*What you will do*
The answer must be every line of the records below that contains the word "bottom", copied out.

*Supplied records*
---+---

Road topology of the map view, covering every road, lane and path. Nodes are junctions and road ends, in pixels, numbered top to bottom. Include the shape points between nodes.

---+---

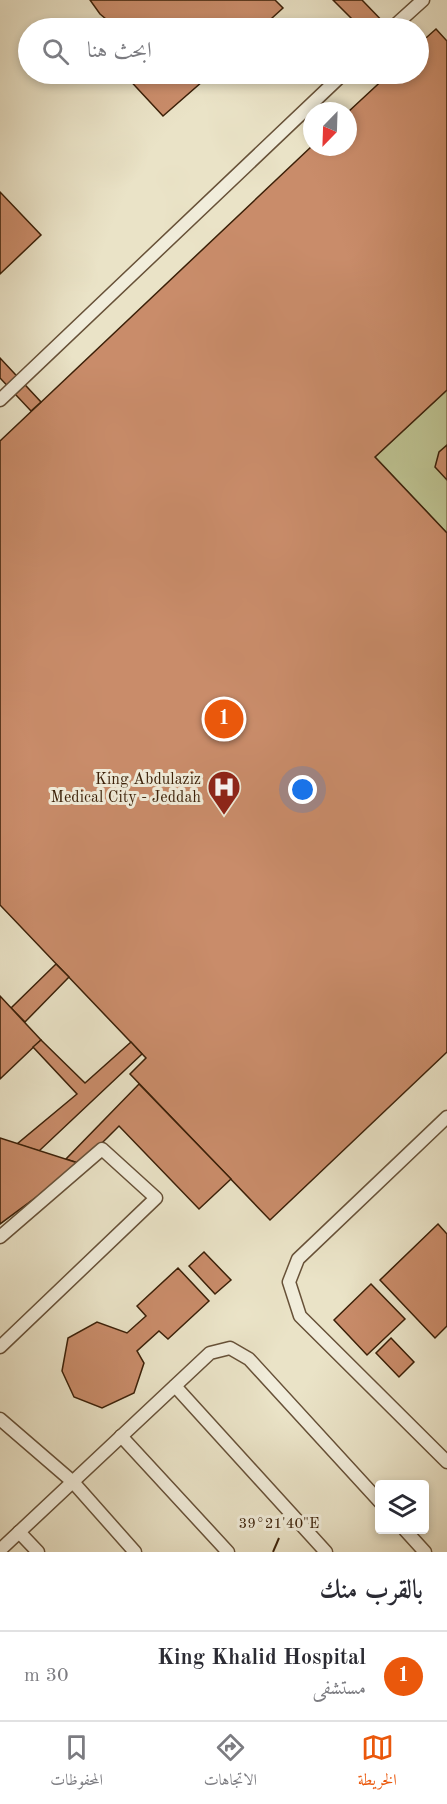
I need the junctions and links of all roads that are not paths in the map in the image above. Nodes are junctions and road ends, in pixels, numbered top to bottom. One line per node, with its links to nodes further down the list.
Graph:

---+---

*Result of the exercise*
Road topology of the map view, covering every road, lane and path. Nodes are junctions and road ends, in pixels, numbered top to bottom. Include the shape points between nodes.
I need the junctions and links of all roads that are not paths in the map in the image above. Nodes are junctions and road ends, in pixels, numbered top to bottom. One line per node, with its links to nodes further down the list.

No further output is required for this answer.